Chest X-ray showed miliary nodules in bilateral lung fields, while gene Xpert sputum test revealed rifampicin-sensitive Mycobacterium tuberculosis. Pulmonary tuberculosis was thus diagnosed on the grounds of a positive gene Xpert test and features of tuberculosis in a chest radiograph. Antitubercular therapy (ATT) with rifampicin, isoniazid, pyrazinamide and ethambutol was started. However, as she developed increased oxygen requirements, she was admitted to the medical ICU. During ICU stay, the patient developed irrelevant talking, altered mental status, and increased shortness of breath. She also had an episode of a generalized tonic-clonic seizure. Following this, a lumbar puncture was done, which showed lymphocyte predominance, increased protein, and decreased glucose level. However, adenosine deaminase (ADA) was within normal range, and acid-fast bacillus was not seen. Thus, TB meningitis was diagnosed on the background of pulmonary tuberculosis.
The patient was referred to our center five days after starting ATT for better management. At the time of presentation, her vitals showed blood pressure of 135/70 mmHg, pulse rate of 82 bpm, temperature of 36 C, respiratory rate of 20 breaths per minute, and oxygen saturation of 100% in 15 liters per minute of oxygen.

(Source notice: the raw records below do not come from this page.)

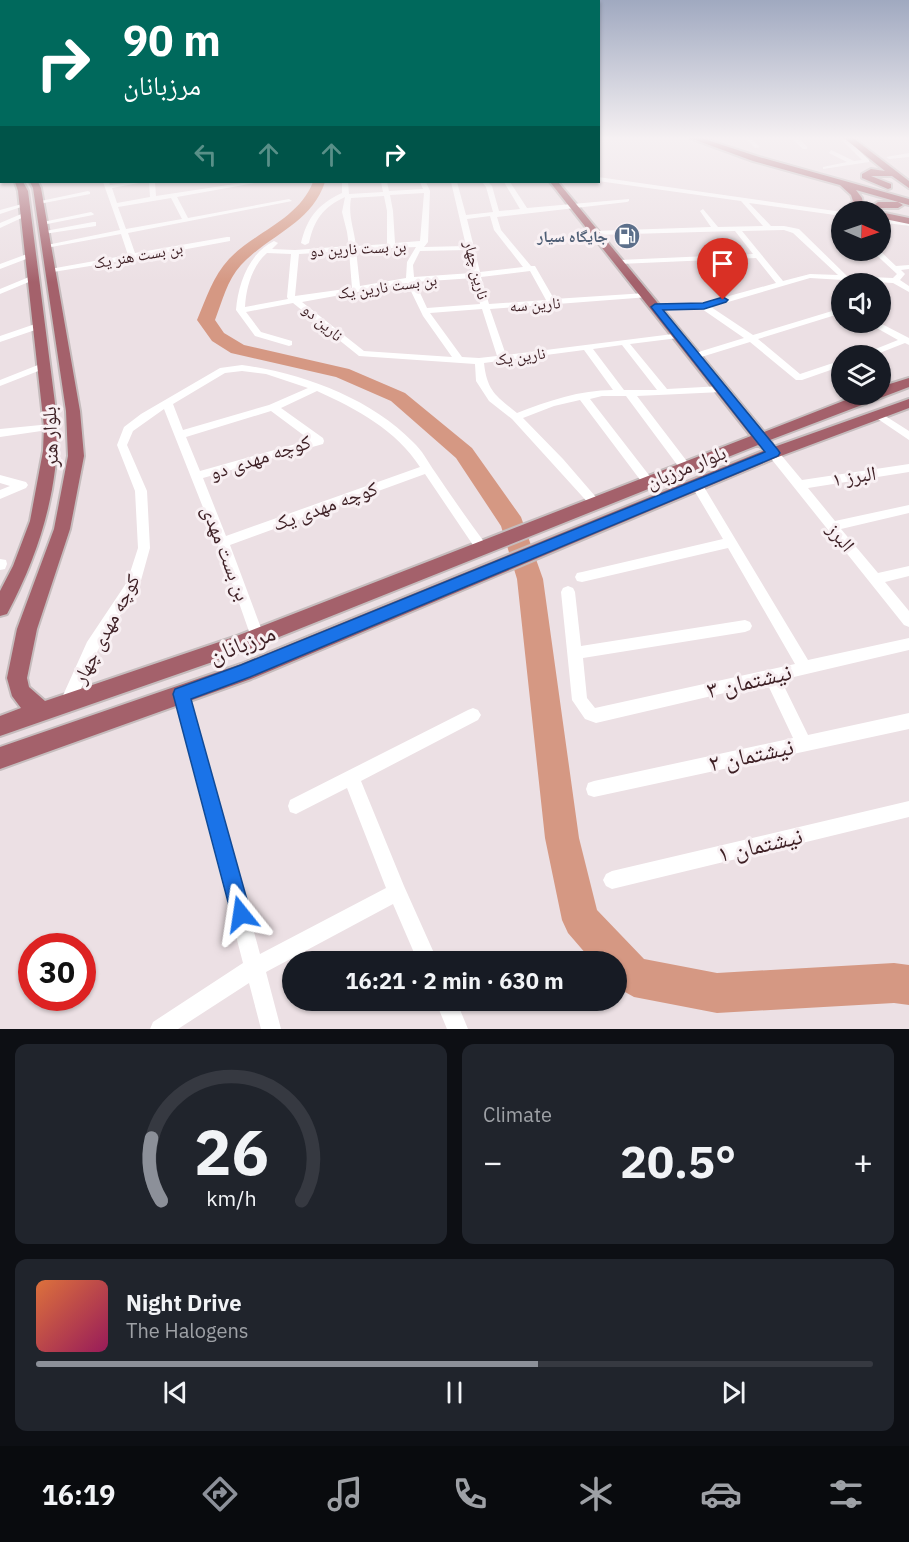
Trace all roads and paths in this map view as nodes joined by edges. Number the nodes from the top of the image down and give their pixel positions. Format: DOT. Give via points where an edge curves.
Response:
graph roads {
  1 [pos="21,186"];
  2 [pos="36,186"];
  3 [pos="108,186"];
  4 [pos="152,186"];
  5 [pos="231,186"];
  6 [pos="346,186"];
  7 [pos="385,186"];
  8 [pos="425,186"];
  9 [pos="455,186"];
  10 [pos="489,186"];
  11 [pos="509,186"];
  12 [pos="557,186"];
  13 [pos="646,186"];
  14 [pos="844,186"];
  15 [pos="847,186"];
  16 [pos="883,186"];
  17 [pos="887,186"];
  18 [pos="427,190"];
  19 [pos="88,192"];
  20 [pos="387,193"];
  21 [pos="909,193"];
  22 [pos="173,195"];
  23 [pos="347,195"];
  24 [pos="153,198"];
  25 [pos="627,200"];
  26 [pos="743,200"];
  27 [pos="289,201"];
  28 [pos="858,201"];
  29 [pos="909,204"];
  30 [pos="115,205"];
  31 [pos="891,205"];
  32 [pos="573,206"];
  33 [pos="30,207"];
  34 [pos="525,211"];
  35 [pos="703,211"];
  36 [pos="0,212"];
  37 [pos="831,212"];
  38 [pos="91,214"];
  39 [pos="495,215"];
  40 [pos="464,217"];
  41 [pos="891,218"];
  42 [pos="186,220"];
  43 [pos="891,221"];
  44 [pos="909,223"];
  45 [pos="93,224"];
  46 [pos="0,226"];
  47 [pos="736,228"];
  48 [pos="770,228"];
  49 [pos="716,229"];
  50 [pos="125,232"];
  51 [pos="595,233"];
  52 [pos="44,234"];
  53 [pos="227,239"];
  54 [pos="274,243"];
  55 [pos="305,243"];
  56 [pos="391,246"];
  57 [pos="420,247"];
  58 [pos="471,248"];
  59 [pos="352,249"];
  60 [pos="265,251"];
  61 [pos="295,252"];
  62 [pos="30,255"];
  63 [pos="760,256"];
  64 [pos="133,257"];
  65 [pos="886,261"];
  66 [pos="619,262"];
  67 [pos="0,267"];
  68 [pos="909,267"];
  69 [pos="894,268"];
  70 [pos="531,269"];
  71 [pos="50,271"];
  72 [pos="840,273"];
  73 [pos="477,274"];
  74 [pos="831,277"];
  75 [pos="32,279"];
  76 [pos="409,280"];
  77 [pos="891,281"];
  78 [pos="895,281"];
  79 [pos="782,284"];
  80 [pos="356,289"];
  81 [pos="909,290"];
  82 [pos="0,292"];
  83 [pos="646,295"];
  84 [pos="298,301"];
  85 [pos="552,303"];
  86 [pos="704,306"];
  87 [pos="655,307"];
  88 [pos="486,308"];
  89 [pos="240,310"];
  90 [pos="424,311"];
  91 [pos="831,313"];
  92 [pos="38,326"];
  93 [pos="891,333"];
  94 [pos="678,335"];
  95 [pos="751,338"];
  96 [pos="0,339"];
  97 [pos="907,341"];
  98 [pos="624,342"];
  99 [pos="289,344"];
  100 [pos="891,346"];
  101 [pos="587,347"];
  102 [pos="362,354"];
  103 [pos="694,356"];
  104 [pos="502,358"];
  105 [pos="63,361"];
  106 [pos="460,361"];
  107 [pos="478,361"];
  108 [pos="43,366"];
  109 [pos="831,367"];
  110 [pos="909,382"];
  111 [pos="0,383"];
  112 [pos="316,388"];
  113 [pos="722,389"];
  114 [pos="891,389"];
  115 [pos="625,392"];
  116 [pos="664,393"];
  117 [pos="583,397"];
  118 [pos="167,403"];
  119 [pos="909,403"];
  120 [pos="846,405"];
  121 [pos="273,407"];
  122 [pos="879,415"];
  123 [pos="516,417"];
  124 [pos="51,427"];
  125 [pos="0,433"];
  126 [pos="180,435"];
  127 [pos="909,436"];
  128 [pos="761,438"];
  129 [pos="773,453"];
  130 [pos="685,467"];
  131 [pos="909,468"];
  132 [pos="427,469"];
  133 [pos="196,476"];
  134 [pos="0,478"];
  135 [pos="648,482"];
  136 [pos="697,485"];
  137 [pos="799,485"];
  138 [pos="0,495"];
  139 [pos="594,503"];
  140 [pos="909,509"];
  141 [pos="548,521"];
  142 [pos="832,526"];
  143 [pos="223,542"];
  144 [pos="731,542"];
  145 [pos="487,545"];
  146 [pos="498,567"];
  147 [pos="909,571"];
  148 [pos="582,577"];
  149 [pos="875,579"];
  150 [pos="568,592"];
  151 [pos="0,608"];
  152 [pos="909,621"];
  153 [pos="745,626"];
  154 [pos="257,636"];
  155 [pos="909,644"];
  156 [pos="575,653"];
  157 [pos="805,668"];
  158 [pos="771,675"];
  159 [pos="9,683"];
  160 [pos="181,694"];
  161 [pos="68,702"];
  162 [pos="42,711"];
  163 [pos="473,715"];
  164 [pos="909,721"];
  165 [pos="0,726"];
  166 [pos="804,744"];
  167 [pos="0,758"];
  168 [pos="351,777"];
  169 [pos="594,789"];
  170 [pos="296,806"];
  171 [pos="909,810"];
  172 [pos="612,880"];
  173 [pos="397,892"];
  174 [pos="423,951"];
  175 [pos="255,967"];
  176 [pos="450,1011"];
  177 [pos="160,1029"];
  178 [pos="271,1029"];
  179 [pos="458,1029"];
  1 -- 33 [label="main road, بلوار هنر"];
  2 -- 33 [label="main road, بلوار هنر"];
  3 -- 30 [label="street"];
  4 -- 24 [label="street"];
  5 -- 22 [label="street"];
  6 -- 23 [label="street"];
  7 -- 20 [label="street"];
  8 -- 18 [label="street, بن بست نارین دو"];
  9 -- 40 [label="street, نارین چهار"];
  10 -- 39 [label="street"];
  11 -- 34 [label="street"];
  12 -- 32 [label="main road"];
  13 -- 26 [label="street"];
  14 -- 28 [label="main road"];
  15 -- 29 [label="main road"];
  16 -- 21 [label="main road"];
  17 -- 21 [label="main road"];
  18 -- 20 [label="street"];
  18 -- 57 [label="street, بن بست نارین دو" via="424,242"];
  19 -- 33 [label="street"];
  20 -- 23 [label="street"];
  20 -- 56 [label="street"];
  22 -- 24 [label="street"];
  22 -- 42 [label="street"];
  23 -- 55 [label="street" via="331,201 310,221"];
  23 -- 59 [label="street" via="345,212"];
  24 -- 30 [label="street"];
  25 -- 32 [label="street"];
  26 -- 37 [label="street"];
  26 -- 48 [label="street"];
  27 -- 42 [label="street"];
  29 -- 31 [label="main road"];
  30 -- 50 [label="street"];
  32 -- 34 [label="street"];
  32 -- 51 [label="main road"];
  33 -- 36 [label="street"];
  33 -- 46 [label="street"];
  33 -- 52 [label="main road, بلوار هنر"];
  33 -- 62 [label="main road, بلوار هنر"];
  34 -- 39 [label="street"];
  35 -- 49 [label="street"];
  38 -- 52 [label="street"];
  39 -- 40 [label="street"];
  39 -- 70 [label="street" via="498,230"];
  40 -- 58 [label="street, نارین چهار"];
  41 -- 44 [label="main road"];
  42 -- 50 [label="street"];
  43 -- 44 [label="street"];
  45 -- 52 [label="street"];
  47 -- 48 [label="street"];
  47 -- 49 [label="street"];
  47 -- 63 [label="street"];
  48 -- 72 [label="street" via="796,231"];
  49 -- 51 [label="street"];
  50 -- 52 [label="street"];
  50 -- 64 [label="street"];
  51 -- 66 [label="main road"];
  52 -- 71 [label="main road, بلوار هنر"];
  53 -- 64 [label="street, بن بست هنر یک"];
  54 -- 60 [label="street"];
  56 -- 57 [label="street, بن بست نارین دو"];
  56 -- 59 [label="street, بن بست نارین دو"];
  57 -- 58 [label="street"];
  57 -- 76 [label="street" via="408,267"];
  58 -- 73 [label="street, نارین چهار"];
  59 -- 61 [label="street, بن بست نارین دو"];
  59 -- 80 [label="street"];
  60 -- 61 [label="street, بن بست نارین دو"];
  60 -- 89 [label="street" via="242,289"];
  61 -- 84 [label="street, نارین دو" via="291,297"];
  62 -- 67 [label="street"];
  62 -- 75 [label="main road, بلوار هنر"];
  63 -- 66 [label="street"];
  63 -- 79 [label="street"];
  64 -- 71 [label="street, بن بست هنر یک"];
  65 -- 69 [label="street"];
  66 -- 83 [label="main road"];
  68 -- 69 [label="street"];
  69 -- 78 [label="street" via="901,274"];
  70 -- 73 [label="street, بن بست نارین یک"];
  70 -- 85 [label="street"];
  71 -- 105 [label="main road, بلوار هنر"];
  73 -- 76 [label="street, بن بست نارین یک"];
  73 -- 88 [label="street, نارین چهار"];
  74 -- 79 [label="street" via="810,276"];
  75 -- 82 [label="street"];
  75 -- 92 [label="main road, بلوار هنر"];
  76 -- 80 [label="street, بن بست نارین یک"];
  76 -- 90 [label="street"];
  77 -- 78 [label="street"];
  78 -- 81 [label="street"];
  79 -- 86 [label="street"];
  80 -- 84 [label="street, بن بست نارین یک"];
  83 -- 85 [label="street, نارین سه"];
  83 -- 87 [label="main road"];
  84 -- 89 [label="street, بن بست نارین یک"];
  84 -- 102 [label="street, نارین دو"];
  85 -- 88 [label="street, نارین سه"];
  86 -- 87 [label="street"];
  86 -- 95 [label="street"];
  87 -- 94 [label="main road"];
  88 -- 90 [label="street, نارین سه"];
  88 -- 104 [label="street, نارین چهار"];
  89 -- 99 [label="street" via="258,334"];
  90 -- 106 [label="street"];
  91 -- 95 [label="street"];
  92 -- 96 [label="street"];
  92 -- 108 [label="main road, بلوار هنر"];
  93 -- 97 [label="street"];
  94 -- 98 [label="street, نارین یک"];
  94 -- 103 [label="main road"];
  95 -- 103 [label="street"];
  95 -- 109 [label="street" via="799,378"];
  97 -- 100 [label="street"];
  98 -- 101 [label="street, نارین یک"];
  98 -- 116 [label="street"];
  101 -- 104 [label="street, نارین یک"];
  101 -- 115 [label="street"];
  102 -- 106 [label="street, نارین یک"];
  103 -- 113 [label="main road"];
  104 -- 107 [label="street, نارین یک"];
  105 -- 108 [label="main road"];
  105 -- 159 [label="main road, بلوار هنر" via="73,411 76,456 62,529"];
  106 -- 107 [label="street, نارین یک"];
  107 -- 123 [label="street" via="487,391"];
  108 -- 111 [label="street"];
  108 -- 124 [label="main road, بلوار هنر"];
  110 -- 114 [label="main road"];
  112 -- 118 [label="street, کوچه مهدی چهار" via="288,376 235,366"];
  112 -- 121 [label="street"];
  112 -- 132 [label="street, کوچه مهدی چهار" via="382,422 410,444"];
  113 -- 116 [label="street"];
  113 -- 128 [label="main road"];
  115 -- 116 [label="street"];
  115 -- 117 [label="street"];
  115 -- 130 [label="street"];
  117 -- 123 [label="street" via="552,403"];
  117 -- 135 [label="street"];
  118 -- 126 [label="street, بن بست مهدی"];
  118 -- 161 [label="street, کوچه مهدی چهار" via="128,429 122,445 141,490 144,548 134,584 92,646"];
  119 -- 122 [label="main road, بلوار مرزبان"];
  120 -- 128 [label="main road, بلوار مرزبان"];
  121 -- 126 [label="street"];
  121 -- 133 [label="street, کوچه مهدی دو" via="319,441"];
  122 -- 127 [label="street"];
  122 -- 129 [label="main road, بلوار مرزبان"];
  123 -- 139 [label="street"];
  124 -- 125 [label="street"];
  124 -- 151 [label="main road, بلوار هنر" via="52,462 35,533 20,575"];
  126 -- 133 [label="street, بن بست مهدی"];
  128 -- 129 [label="main road"];
  128 -- 130 [label="main road, بلوار مرزبان"];
  129 -- 136 [label="main road, بلوار مرزبان"];
  129 -- 137 [label="street, البرز"];
  130 -- 135 [label="main road, بلوار مرزبان"];
  131 -- 137 [label="street, البرز ۱"];
  132 -- 143 [label="street, کوچه مهدی یک"];
  132 -- 145 [label="street, کوچه مهدی چهار"];
  133 -- 143 [label="street, بن بست مهدی"];
  134 -- 138 [label="street" via="22,484"];
  135 -- 139 [label="main road, بلوار مرزبان"];
  136 -- 144 [label="street"];
  136 -- 146 [label="main road, بلوار مرزبان"];
  137 -- 142 [label="street, البرز"];
  139 -- 141 [label="main road, بلوار مرزبان"];
  140 -- 142 [label="street"];
  141 -- 145 [label="main road, مرزبانان"];
  142 -- 149 [label="street, البرز"];
  143 -- 154 [label="street, بن بست مهدی"];
  144 -- 148 [label="street"];
  144 -- 157 [label="street"];
  145 -- 154 [label="main road, مرزبانان"];
  146 -- 160 [label="main road, مرزبانان" via="244,672"];
  147 -- 149 [label="street"];
  149 -- 152 [label="street, البرز"];
  150 -- 156 [label="street"];
  153 -- 156 [label="street"];
  154 -- 161 [label="main road, مرزبانان"];
  155 -- 157 [label="street, نيشتمان ۳"];
  156 -- 158 [label="street, نيشتمان ۳" via="580,699 596,716"];
  157 -- 158 [label="street, نيشتمان ۳"];
  158 -- 166 [label="street"];
  159 -- 162 [label="main road, بلوار هنر" via="17,684 24,698"];
  160 -- 167 [label="main road, مرزبانان"];
  160 -- 175 [label="street"];
  161 -- 162 [label="main road, مرزبانان"];
  162 -- 165 [label="main road, مرزبانان"];
  163 -- 168 [label="street"];
  164 -- 166 [label="street, نيشتمان ۲"];
  166 -- 169 [label="street, نيشتمان ۲"];
  168 -- 170 [label="street"];
  168 -- 173 [label="street"];
  171 -- 172 [label="street, نيشتمان ۱"];
  173 -- 174 [label="street"];
  173 -- 175 [label="street"];
  175 -- 177 [label="street"];
  175 -- 178 [label="street"];
  176 -- 179 [label="street"];
}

On auscultation of the chest, decreased air entry and crepitations were heard in bilateral lung fields. The patient had spontaneous eye opening, inappropriate vocalization, and localizing movement with pain (E4V3M5). Motor examination revealed power of 4/5 in bilateral upper and lower extremities, normal tone and deep tendon reflexes in bilateral upper limbs and lower limbs, normal plantar reflex, and intact sensation. Neck rigidity was present while Brudzinki’s and Kernig’s signs were absent.
Lab investigations showed increased liver enzymes; AST: 78 U/L, ALT: 80 U/L, GGT: 95 U/L, increased CRP (73 mg/L), methicillin-sensitive coagulase-negative Staphylococcus in blood culture, Na- 133mmol/Lt, K-3.6 mmol/Lt, Hb-11.5 g/dl, total leukocyte count of 9489 / cubic mm. Serology of HCV antibody, HBsAg, HIV 1 and 2 antibodies was negative. In the NCCT head, mild effacement of sulcal spaces in bilateral cerebral hemispheres was seen. FLAIR imaging showed features suggestive of hydrocephalus. (Figure 1) MRI of coronal section of brain showed multiple enhancing nodular lesions in bilateral hemispheres. (Figure 2) A high-resolution CT scan of the chest showed mild pneumomediastinum, numerous randomly distributed miliary nodules in bilateral lungs, patchy areas of consolidation, and few patches of ground glass opacities in bilateral lower lobes. Based on findings of LP, MRI head, HRCT chest, and gene Xpert test, the final diagnosis of disseminated tuberculosis was made.